Georgina Pazcoguin, dancer and campaigner

Soloist at New York City Ballet, aka The Rogue Ballerina, co-founder of Final Bow for Yellowface

I’m Filipino American and I’m the first Asian woman ever promoted out of the corps de ballet at New York City Ballet. I didn’t know how hard this trajectory would be, to push back on a bias held for generations. It has required so much extra work and trauma, I’ve had to prove my talent is undeniable in every aspect.

I’ve had the experience of being made to feel “other”. My first experience of feeling uncomfortable was performing the Chinese divertissement in George Balanchine’s Nutcracker, prior to its recent adaptation. I put on the wig, I was made to accentuate my already Asian features. I was 21 or 22, I didn’t have the wherewithal to explain it, I just knew that this wasn’t right. Certainly at that point nobody could go up to Peter Martins and say: “Excuse me, this is racist.” So I just ended up making a caricature out of the caricature. Everything that was so offensive, the fan, the nodding head, I used humour to deal with it. At one point I bobbed my head so hard I lost my wig.
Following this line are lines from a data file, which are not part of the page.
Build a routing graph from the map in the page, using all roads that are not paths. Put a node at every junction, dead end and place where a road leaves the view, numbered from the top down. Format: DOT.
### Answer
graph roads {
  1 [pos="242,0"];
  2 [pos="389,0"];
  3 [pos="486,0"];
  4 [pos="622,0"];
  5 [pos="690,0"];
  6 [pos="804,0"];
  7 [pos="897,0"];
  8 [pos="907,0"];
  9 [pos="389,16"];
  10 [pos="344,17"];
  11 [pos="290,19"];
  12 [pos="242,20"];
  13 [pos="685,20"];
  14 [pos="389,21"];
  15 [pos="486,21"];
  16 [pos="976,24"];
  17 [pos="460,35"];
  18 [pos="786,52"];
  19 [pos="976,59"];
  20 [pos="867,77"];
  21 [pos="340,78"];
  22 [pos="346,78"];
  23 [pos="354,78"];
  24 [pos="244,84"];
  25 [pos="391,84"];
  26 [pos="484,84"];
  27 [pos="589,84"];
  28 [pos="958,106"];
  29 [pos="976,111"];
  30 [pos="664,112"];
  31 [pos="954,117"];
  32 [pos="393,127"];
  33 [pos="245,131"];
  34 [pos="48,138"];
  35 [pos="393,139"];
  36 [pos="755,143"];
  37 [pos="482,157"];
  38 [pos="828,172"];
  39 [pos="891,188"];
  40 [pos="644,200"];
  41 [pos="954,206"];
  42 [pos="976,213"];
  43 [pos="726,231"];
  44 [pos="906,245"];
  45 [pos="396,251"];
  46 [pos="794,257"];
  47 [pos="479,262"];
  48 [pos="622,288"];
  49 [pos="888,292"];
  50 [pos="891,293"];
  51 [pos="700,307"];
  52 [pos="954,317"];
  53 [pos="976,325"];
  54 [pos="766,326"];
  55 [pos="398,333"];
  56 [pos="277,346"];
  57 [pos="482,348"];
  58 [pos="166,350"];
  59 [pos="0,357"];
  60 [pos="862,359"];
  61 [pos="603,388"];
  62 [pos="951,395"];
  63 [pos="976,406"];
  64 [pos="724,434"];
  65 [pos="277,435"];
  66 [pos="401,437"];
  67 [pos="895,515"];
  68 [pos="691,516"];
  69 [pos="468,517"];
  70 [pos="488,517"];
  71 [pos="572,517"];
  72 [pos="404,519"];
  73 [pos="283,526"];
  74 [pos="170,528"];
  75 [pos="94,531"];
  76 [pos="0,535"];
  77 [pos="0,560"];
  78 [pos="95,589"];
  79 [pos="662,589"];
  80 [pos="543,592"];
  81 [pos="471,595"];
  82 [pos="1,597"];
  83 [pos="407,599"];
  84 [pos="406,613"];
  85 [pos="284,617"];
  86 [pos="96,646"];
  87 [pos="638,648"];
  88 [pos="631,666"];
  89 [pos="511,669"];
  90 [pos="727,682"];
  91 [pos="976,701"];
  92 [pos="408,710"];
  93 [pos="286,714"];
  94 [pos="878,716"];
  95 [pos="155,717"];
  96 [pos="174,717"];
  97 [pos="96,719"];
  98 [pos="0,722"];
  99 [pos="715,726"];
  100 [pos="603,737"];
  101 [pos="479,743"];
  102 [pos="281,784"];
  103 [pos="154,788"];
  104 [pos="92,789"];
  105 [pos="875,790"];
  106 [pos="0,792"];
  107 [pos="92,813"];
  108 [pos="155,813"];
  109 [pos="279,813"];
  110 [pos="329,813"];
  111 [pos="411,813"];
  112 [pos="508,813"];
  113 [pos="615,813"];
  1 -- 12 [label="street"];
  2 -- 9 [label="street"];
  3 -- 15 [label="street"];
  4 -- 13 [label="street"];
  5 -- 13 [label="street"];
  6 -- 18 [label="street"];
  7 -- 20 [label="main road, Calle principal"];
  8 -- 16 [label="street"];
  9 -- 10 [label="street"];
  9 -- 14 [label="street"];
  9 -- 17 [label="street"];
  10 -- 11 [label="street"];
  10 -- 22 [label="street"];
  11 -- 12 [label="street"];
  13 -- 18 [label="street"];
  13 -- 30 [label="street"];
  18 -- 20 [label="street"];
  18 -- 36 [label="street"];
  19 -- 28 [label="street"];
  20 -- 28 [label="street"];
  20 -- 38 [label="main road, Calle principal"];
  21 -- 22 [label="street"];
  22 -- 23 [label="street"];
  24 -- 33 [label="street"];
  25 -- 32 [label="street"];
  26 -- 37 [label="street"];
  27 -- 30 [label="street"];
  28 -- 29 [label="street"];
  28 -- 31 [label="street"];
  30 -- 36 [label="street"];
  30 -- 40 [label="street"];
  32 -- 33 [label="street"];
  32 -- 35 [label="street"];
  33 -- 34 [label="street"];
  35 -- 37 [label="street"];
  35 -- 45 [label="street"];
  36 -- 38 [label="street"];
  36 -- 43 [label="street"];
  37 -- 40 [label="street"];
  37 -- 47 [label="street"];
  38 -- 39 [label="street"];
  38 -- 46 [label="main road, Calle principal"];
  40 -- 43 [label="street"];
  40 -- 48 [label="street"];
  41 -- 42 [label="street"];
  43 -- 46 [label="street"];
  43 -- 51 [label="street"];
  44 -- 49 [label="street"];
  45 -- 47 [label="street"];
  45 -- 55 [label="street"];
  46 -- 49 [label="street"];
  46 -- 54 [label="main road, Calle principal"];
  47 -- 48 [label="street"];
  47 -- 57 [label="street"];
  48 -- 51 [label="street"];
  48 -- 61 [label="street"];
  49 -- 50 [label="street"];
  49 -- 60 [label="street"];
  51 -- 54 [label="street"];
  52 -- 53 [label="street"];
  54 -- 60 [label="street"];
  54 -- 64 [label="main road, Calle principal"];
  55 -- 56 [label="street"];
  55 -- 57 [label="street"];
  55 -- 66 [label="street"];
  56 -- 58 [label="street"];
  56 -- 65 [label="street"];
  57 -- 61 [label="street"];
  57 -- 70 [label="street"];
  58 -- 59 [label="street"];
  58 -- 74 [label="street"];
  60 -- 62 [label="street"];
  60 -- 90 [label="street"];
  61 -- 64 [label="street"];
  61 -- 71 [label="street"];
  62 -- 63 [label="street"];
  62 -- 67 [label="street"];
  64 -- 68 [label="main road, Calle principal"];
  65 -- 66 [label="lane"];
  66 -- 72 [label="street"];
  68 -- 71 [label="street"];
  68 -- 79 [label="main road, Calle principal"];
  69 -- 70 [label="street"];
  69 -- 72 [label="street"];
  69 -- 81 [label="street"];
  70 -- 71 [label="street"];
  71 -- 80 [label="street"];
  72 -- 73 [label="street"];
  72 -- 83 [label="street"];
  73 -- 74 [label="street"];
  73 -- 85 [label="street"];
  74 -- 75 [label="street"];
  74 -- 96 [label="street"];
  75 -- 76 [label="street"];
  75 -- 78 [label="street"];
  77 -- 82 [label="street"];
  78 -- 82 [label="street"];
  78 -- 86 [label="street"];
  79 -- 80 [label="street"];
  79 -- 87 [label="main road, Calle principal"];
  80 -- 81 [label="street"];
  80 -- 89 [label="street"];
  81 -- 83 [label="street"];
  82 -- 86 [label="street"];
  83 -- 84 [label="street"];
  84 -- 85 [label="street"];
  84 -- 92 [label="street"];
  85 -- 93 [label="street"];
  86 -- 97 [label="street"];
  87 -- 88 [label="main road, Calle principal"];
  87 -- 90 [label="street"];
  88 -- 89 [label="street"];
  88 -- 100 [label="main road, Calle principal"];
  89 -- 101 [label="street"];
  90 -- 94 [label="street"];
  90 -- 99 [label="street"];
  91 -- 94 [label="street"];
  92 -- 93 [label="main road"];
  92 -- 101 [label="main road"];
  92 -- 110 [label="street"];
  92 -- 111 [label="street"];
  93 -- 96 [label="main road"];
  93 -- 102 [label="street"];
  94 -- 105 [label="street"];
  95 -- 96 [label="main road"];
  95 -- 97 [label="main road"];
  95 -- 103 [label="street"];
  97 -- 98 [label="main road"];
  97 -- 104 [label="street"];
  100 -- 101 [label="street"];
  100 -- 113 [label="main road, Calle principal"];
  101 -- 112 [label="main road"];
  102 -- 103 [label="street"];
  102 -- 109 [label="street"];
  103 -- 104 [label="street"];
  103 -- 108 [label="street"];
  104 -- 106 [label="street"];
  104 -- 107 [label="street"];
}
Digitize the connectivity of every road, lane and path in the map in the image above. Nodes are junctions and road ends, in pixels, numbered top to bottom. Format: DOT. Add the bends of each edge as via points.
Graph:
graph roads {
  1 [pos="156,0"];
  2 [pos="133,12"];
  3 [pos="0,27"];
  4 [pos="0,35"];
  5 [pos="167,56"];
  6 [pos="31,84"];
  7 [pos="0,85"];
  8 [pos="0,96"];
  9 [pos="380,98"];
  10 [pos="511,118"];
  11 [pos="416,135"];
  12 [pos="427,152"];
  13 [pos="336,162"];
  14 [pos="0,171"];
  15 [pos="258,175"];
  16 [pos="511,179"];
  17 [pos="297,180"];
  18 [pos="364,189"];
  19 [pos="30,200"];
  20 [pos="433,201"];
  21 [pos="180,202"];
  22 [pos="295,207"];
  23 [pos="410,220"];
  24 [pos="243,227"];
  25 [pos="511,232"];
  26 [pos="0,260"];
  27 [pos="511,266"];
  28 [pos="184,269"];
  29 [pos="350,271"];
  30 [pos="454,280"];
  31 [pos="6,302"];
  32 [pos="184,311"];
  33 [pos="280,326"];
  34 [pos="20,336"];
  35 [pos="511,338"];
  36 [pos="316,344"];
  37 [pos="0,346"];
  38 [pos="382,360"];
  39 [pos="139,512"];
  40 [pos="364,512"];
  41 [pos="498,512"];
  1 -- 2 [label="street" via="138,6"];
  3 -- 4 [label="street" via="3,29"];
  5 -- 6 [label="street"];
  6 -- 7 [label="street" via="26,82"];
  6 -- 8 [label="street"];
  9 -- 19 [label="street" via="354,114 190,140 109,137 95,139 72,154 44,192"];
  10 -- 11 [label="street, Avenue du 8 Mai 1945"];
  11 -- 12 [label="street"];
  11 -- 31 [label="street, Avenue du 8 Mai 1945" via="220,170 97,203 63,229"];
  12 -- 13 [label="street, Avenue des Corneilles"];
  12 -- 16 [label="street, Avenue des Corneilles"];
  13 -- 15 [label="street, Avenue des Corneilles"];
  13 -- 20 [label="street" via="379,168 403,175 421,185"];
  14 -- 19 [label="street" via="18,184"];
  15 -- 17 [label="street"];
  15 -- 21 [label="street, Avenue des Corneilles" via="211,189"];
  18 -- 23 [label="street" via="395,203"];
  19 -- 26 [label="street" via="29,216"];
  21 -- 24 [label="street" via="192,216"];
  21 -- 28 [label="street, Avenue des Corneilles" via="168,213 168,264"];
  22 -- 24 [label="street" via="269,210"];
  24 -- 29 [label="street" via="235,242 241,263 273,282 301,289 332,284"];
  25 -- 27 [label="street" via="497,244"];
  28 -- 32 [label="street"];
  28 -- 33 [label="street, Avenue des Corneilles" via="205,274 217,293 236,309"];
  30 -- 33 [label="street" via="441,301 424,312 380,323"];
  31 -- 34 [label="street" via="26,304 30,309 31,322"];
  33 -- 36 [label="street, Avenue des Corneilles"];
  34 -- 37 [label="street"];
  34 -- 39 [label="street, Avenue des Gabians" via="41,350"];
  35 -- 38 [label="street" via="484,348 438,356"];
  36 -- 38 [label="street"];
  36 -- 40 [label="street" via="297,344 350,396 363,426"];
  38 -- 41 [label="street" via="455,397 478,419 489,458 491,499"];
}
I’m now known for dancing Coffee, the “Arabian” variation in Nutcracker. How do I feel about that? Depending on which production you’re viewing, it’s a very fine line. It is exoticising, it feeds into orientalism, but the dance can be flipped into a powerful statement about what it is to be a woman. I’ve made it my choice to step into my sensuality and make it athletic, not just sexy. I always feel very empowered when I’m dancing Coffee.

In the past couple of years I’ve been part of the diversity initiative at City Ballet. I want to encourage dancers to find ways to advocate for themselves. Ballet dancers, especially women, are made to feel like we are replaceable. We feel that if we speak up it’s going to be used against us – and sometimes it is. But the more dancers speak up, the more we’re going to change that. You can’t expect someone to grasp your lens of experience, especially when it comes to most white male directors. I say this with utmost respect to men, but the white male gaze has dominated decision-making in the ballet world. We as dancers are accountable for asking questions of our leaders because no matter what our gender or race or intentions, we all have blind spots.

As society’s views change, ballet has to adapt. We’re slow on the uptake in a lot of different ways – our full length ballets mostly feature an outdated power dynamic. It doesn’t take much to remove the offensiveness. There are a lot of traditionalists who think tinkering with anything is blasphemy. But removing brownface from Bayadère is not ruining the ballet. It’s simply employing your suspension of disbelief.

We’re at a breaking point with humanity. We have to really try to see each other. I think ballet is a conduit for inspiring that connection. Even though I’m on stage I have a direct connection to the audience. It’s different to visiting a museum, it’s very much a present art, an actual physical exchange between the dancers and the audience. That’s where the magic of ballet is.